Suddenly the rank odor of the coffee, that’s been sitting there on the warmer all day, 
starts getting to me.  Hey, I was a waitress for two years and I work in a medical office 
now myself.  I can do this.  I KNOW how to make coffee.  Did I want a cup of something 
other than sludge?  No, but that’s beside the point.  Maybe no one else in the waiting 
room can make coffee.  That’s ok.  They can get the phone.  

No really. Get the phone!  Hey, would ya look at that. They got our name right.  You’d 
think in the Bible-belt more people would be able to pronounce it.  No such luck.  I know 
that look on mom’s face.  It’s the look of serious settling in for hardship endurance.  
5:30PM and they’ve finished harvesting the veins, cracked open his chest, and are 
preparing to stop his heart and put him on the bypass machine.  I remember when they 
actually first told Dad out loud that they would have to stop his heart…about an hour or 
so before he went under.   I guess we should have known.  I mean duh.  How would you 
graft on five bypasses while the thing was still beating.  There’s just something about 
saying it out loud.  Then you’re so busy watching that bit of info sink into Dad’s 
consciousness that you’re not really prepared for when it comes around to bitch-slap you 
upside the back of your head.

Thank goodness I skipped the Nova shows on this sort of thing.  I think I can still feel 
sympathy pain though just thinking what it might be like to crack the ribcage open.  You 
know what they should have in waiting rooms? A masseuse.  Every single muscle in my body 
is tight…and shaky.  I guess adrenaline will do that to you.  I’m aware of every muscle, 
except my butt which has gone past tingly and is now thoroughly numb.  That’s ok.  I’d 
kinda feel weird if somebody was massaging my butt in a waiting room anyway.  Maybe its 
not such a good idea after all.

People you know come in to see you in the waiting room, but see they’re smart.  They 
always leave someone in the car so they don’t have to stay too long.  Their butt’s safe.  
Its funny, I never thought I listened with my butt too, but maybe I do cause I’m sitting 
here watching this person stare at me.  And his lips are moving, but there’s a delayed 
reaction of about a minute and a half before I can gain any sort of comprehension of what 
he’s saying.  Then I smile and nod, all the while thinking, ‘MY DAD’S HAVING OPEN HEART 
SURGERY!!!  HOW DO YOU THINK I’M DOING, STUPID?!?’  Of course, on further reflection, 
saying that sort of thing to the pastor of your church is probably not the best plan.  
Hey, even a dumb-ass like me can have flashes of brilliance now and again.  In the words 
of  ‘Angels in the Outfield’, it can happen.  

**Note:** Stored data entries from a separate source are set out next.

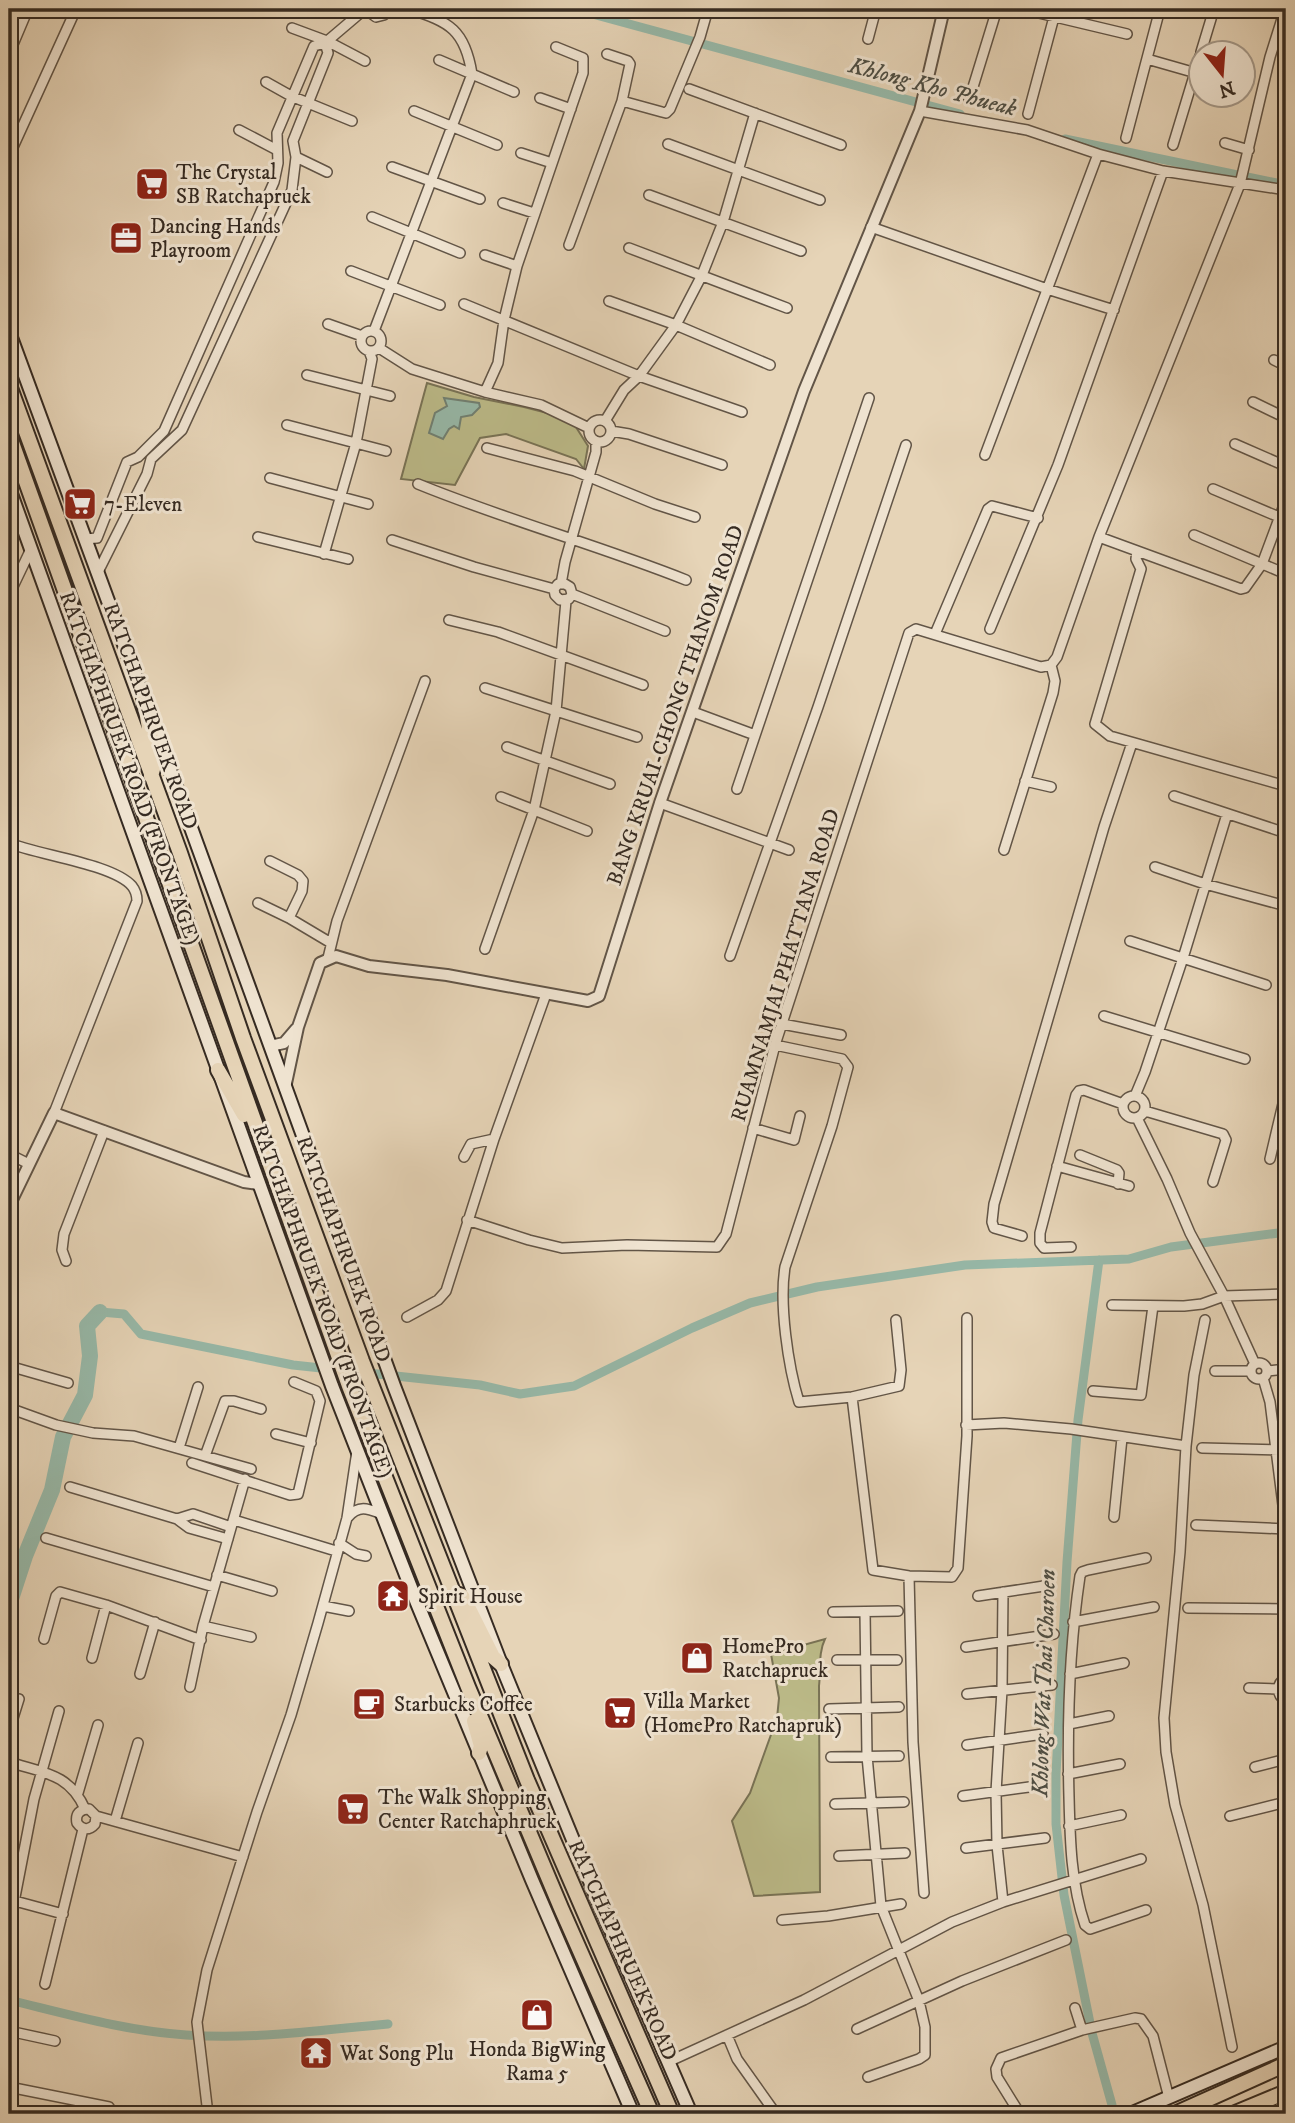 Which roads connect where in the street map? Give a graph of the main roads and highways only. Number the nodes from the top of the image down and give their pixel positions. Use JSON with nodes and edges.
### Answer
{"nodes":[{"id":1,"x":9,"y":332,"type":"edge"},
{"id":2,"x":9,"y":385,"type":"edge"},
{"id":3,"x":9,"y":434,"type":"edge"},
{"id":4,"x":9,"y":488,"type":"edge"},
{"id":5,"x":144,"y":699,"type":"junction"},
{"id":6,"x":151,"y":776,"type":"junction"},
{"id":7,"x":218,"y":1070,"type":"junction"},
{"id":8,"x":261,"y":1143,"type":"junction"},
{"id":9,"x":452,"y":1592,"type":"junction"},
{"id":10,"x":501,"y":1664,"type":"junction"},
{"id":11,"x":468,"y":1687,"type":"junction"},
{"id":12,"x":479,"y":1753,"type":"junction"},
{"id":13,"x":1286,"y":2047,"type":"edge"},
{"id":14,"x":1286,"y":2064,"type":"edge"},
{"id":15,"x":1286,"y":2092,"type":"edge"},
{"id":16,"x":686,"y":2099,"type":"junction"},
{"id":17,"x":633,"y":2114,"type":"edge"},
{"id":18,"x":652,"y":2114,"type":"edge"},
{"id":19,"x":673,"y":2114,"type":"edge"},
{"id":20,"x":691,"y":2114,"type":"edge"},
{"id":21,"x":698,"y":2114,"type":"edge"},
{"id":22,"x":1130,"y":2114,"type":"edge"},
{"id":23,"x":1175,"y":2114,"type":"edge"},
{"id":24,"x":1233,"y":2114,"type":"edge"}],
"edges":[{"from":1,"to":5,"type":"main road","name":"RATCHAPHRUEK ROAD (FRONTAGE)"},
{"from":2,"to":6,"type":"main road","name":"RATCHAPHRUEK ROAD"},
{"from":3,"to":8,"type":"main road","name":"RATCHAPHRUEK ROAD"},
{"from":4,"to":7,"type":"main road","name":"RATCHAPHRUEK ROAD (FRONTAGE)"},
{"from":5,"to":6,"type":"main road"},
{"from":5,"to":10,"type":"main road","name":"RATCHAPHRUEK ROAD (FRONTAGE)"},
{"from":6,"to":9,"type":"main road","name":"RATCHAPHRUEK ROAD"},
{"from":7,"to":8,"type":"main road"},
{"from":7,"to":12,"type":"main road","name":"RATCHAPHRUEK ROAD (FRONTAGE)"},
{"from":8,"to":11,"type":"main road","name":"RATCHAPHRUEK ROAD"},
{"from":9,"to":10,"type":"main road"},
{"from":9,"to":19,"type":"main road","name":"RATCHAPHRUEK ROAD"},
{"from":10,"to":16,"type":"main road","name":"RATCHAPHRUEK ROAD (FRONTAGE)"},
{"from":11,"to":12,"type":"main road"},
{"from":11,"to":18,"type":"main road","name":"RATCHAPHRUEK ROAD"},
{"from":12,"to":17,"type":"main road","name":"RATCHAPHRUEK ROAD (FRONTAGE)"},
{"from":13,"to":22,"type":"main road"},
{"from":14,"to":23,"type":"main road"},
{"from":15,"to":24,"type":"main road"},
{"from":16,"to":20,"type":"main road","name":"RATCHAPHRUEK ROAD (FRONTAGE)"},
{"from":16,"to":21,"type":"main road"}]}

After about twenty more minutes of being socially PC, something I’ve never really 
mastered with any sort of aplomb, our company leaves us again to the wait.  Here’s a new 
contemplation for ya.  Why do people insist that you learn to be politically correct, 
socially silver-tongued, civil and then get even madder at you when your attempts sound 
even more false, sarcastic, condescending, and dishonest than when you were just shooting 
straight from the hip?  Even when you’re not trying to veil anything.  They can’t tell 
when you’re being straight with them or not when you go for the avenue of “tact”, yet 
they still insist you do it.  It’s the oddest thing.  Maybe people don’t really WANT to 
understand each other.  My brain hurts just thinking circles around it.  Maybe I’ll ask 
somebody.  Nah, they’d probably just get PC on me.  Then I’d really be confused.  
Besides, when you’re sitting in the hospital waiting room, they have a tendency to keep 
their anger more to themselves.  Maybe I should set up camp here.

So, they’re expecting things to be finished up about 9:30PM.  We’ve been here all day.  
Trust me, my butt can attest.  Still we have three more hours of surgery if all goes well 
and then another hour or so before they’ll let us in to see him.  I think I’ve decided 
there’s about five shades of khaki on the wall and the coffeepot smells decidedly 
better.  Maybe Mom and I can step out for a while and grab some dinner.  Nah, she might 
miss the phone.  And I’d miss seeing if the sunlight reached the other side of the 
magazine sitting on the table before the sun went down.  Can’t have that, now can we?